I was checking into using "water crystals" in my organic garden because being
in Zone 9, we need to retain as much moisture as possible in the soil.
A British company suggested that I use "Seaweed meal", i.e. ground up seaweed,
as this would help retain water in the soil. I see this is being used a lot on
England, but can only find liquid seaweed or kelp here.
Does anyone here have any experience with this stuff? Where can I get some in
the US, prefereably Los Angeles area.
The idea was that the seaweed meal somehow had better water retention
capabilities than home grown compost. In So Cal, we sometimes have no rain
between February and October and little in those months. We need all the help
we can get to keep water in the soil so be able to grow plants without enormous
Articles do indicate that seaweed or kelp meal (ground Ascophyllum nodosum)
acts as a natural humectant in addition to having other plant benefits such
as assorted trace elements and nutrient content, but it is unclear as to the
degree of water retention it can provide solely as opposed to inclusion of
other organic matter, such as compost.
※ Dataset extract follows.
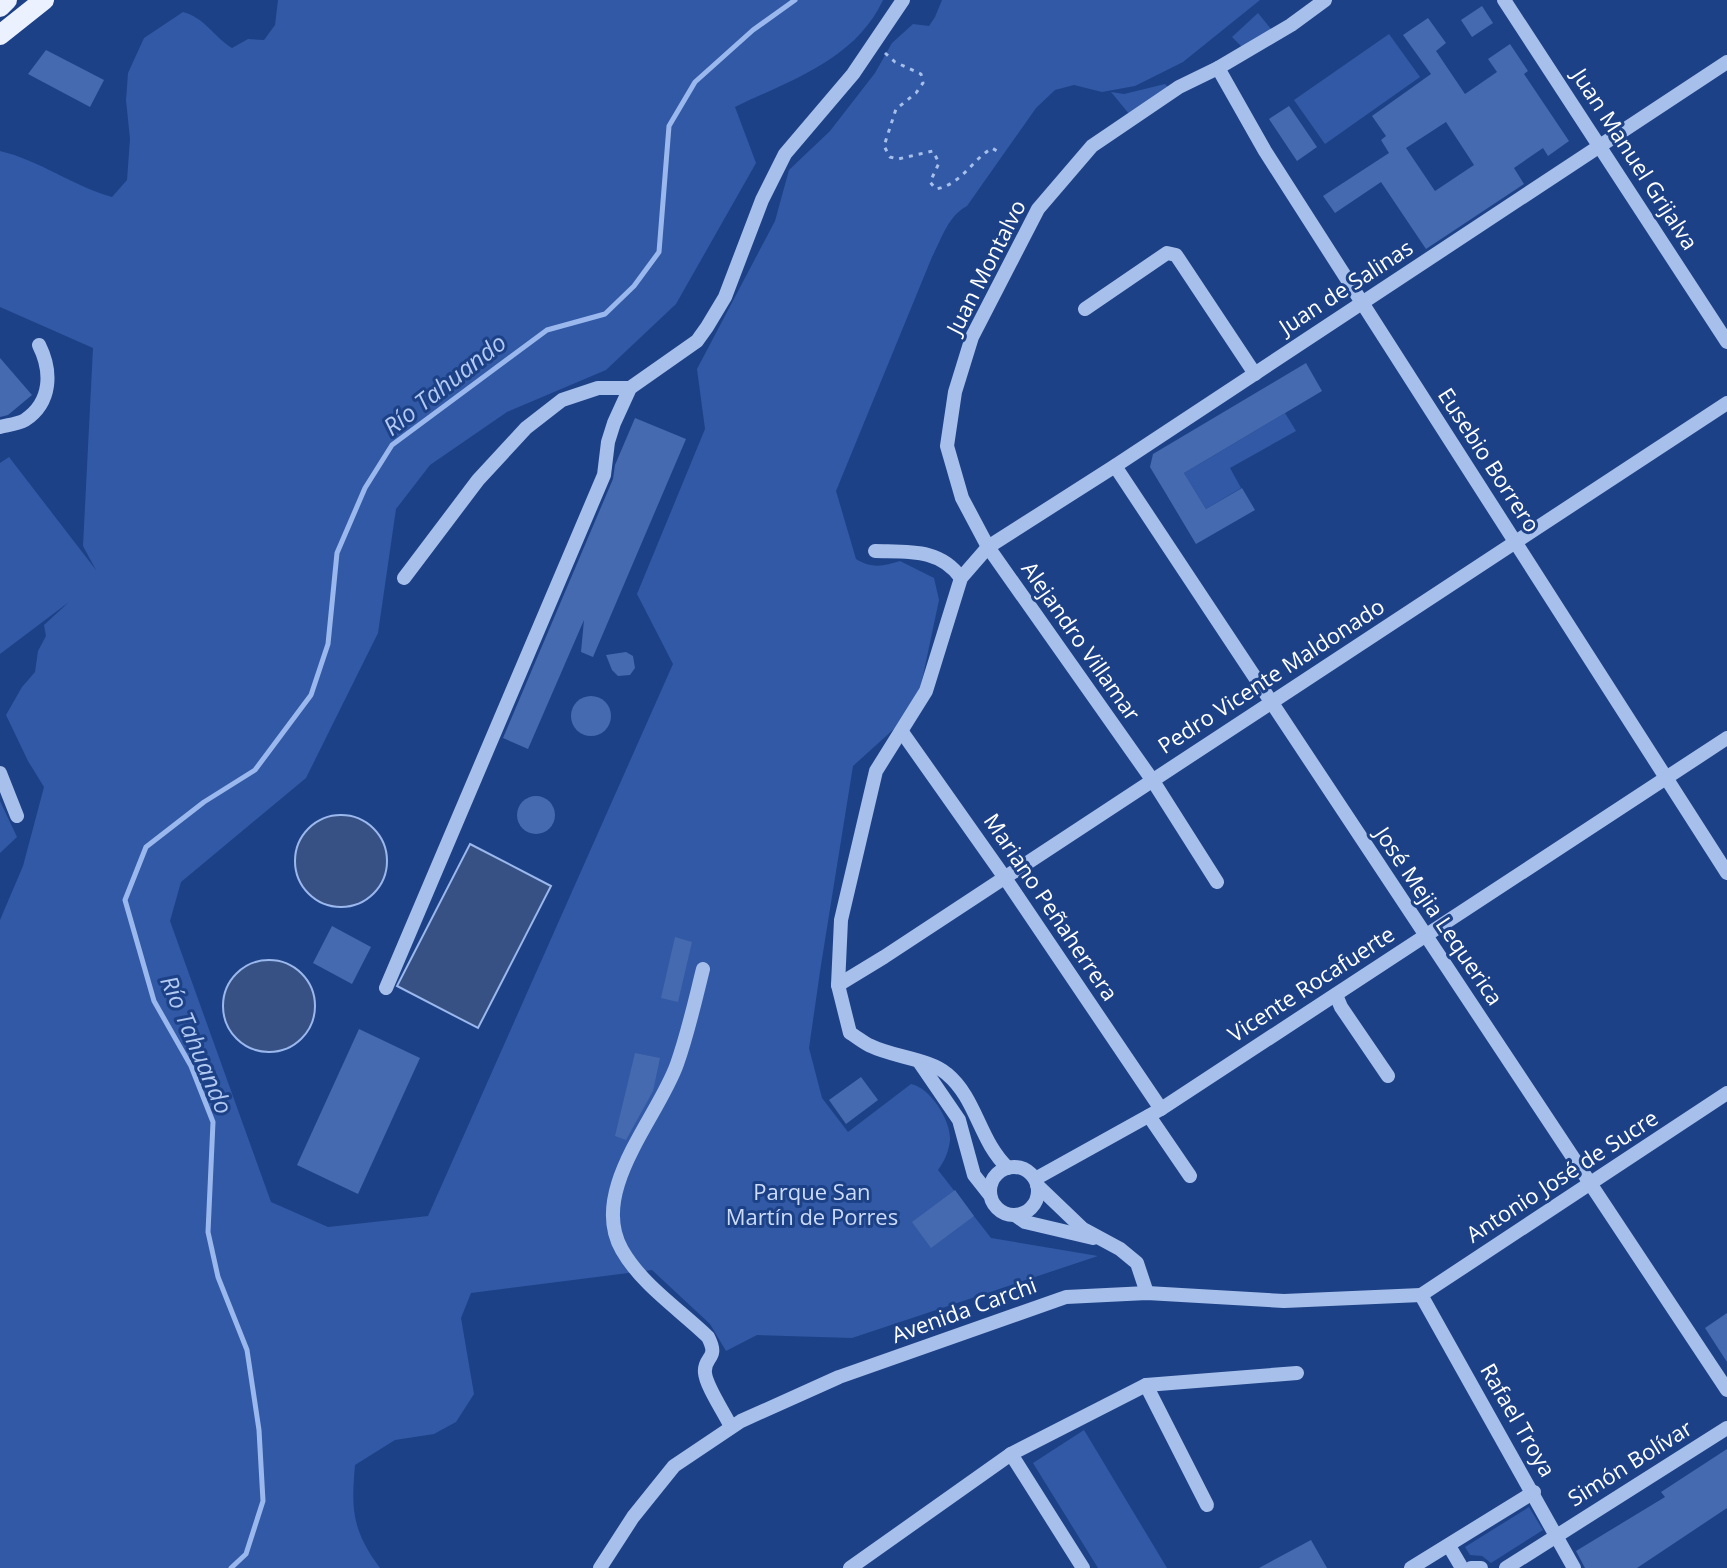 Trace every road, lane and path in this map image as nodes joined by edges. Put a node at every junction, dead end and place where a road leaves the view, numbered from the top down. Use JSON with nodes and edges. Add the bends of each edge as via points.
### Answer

I'd venture to guess that one would
need a considerable amount to achieve the same moisture retention that
compost or other quality organic matter does and at a far less cost.
Gathering and drying the kelp or seaweed yourself would certainly
reduce/eliminate the cost factor and you could get a significant quantity,
but I'd still consider adding it to your compost to maxmize its usage.
pam - gardengal
Whitney Farms is a West Coast producer of organic soil amendments and
fertilizers and they carry a kelp meal (not a liquid product). The link will
give you a whole slew of California locations that carry their products.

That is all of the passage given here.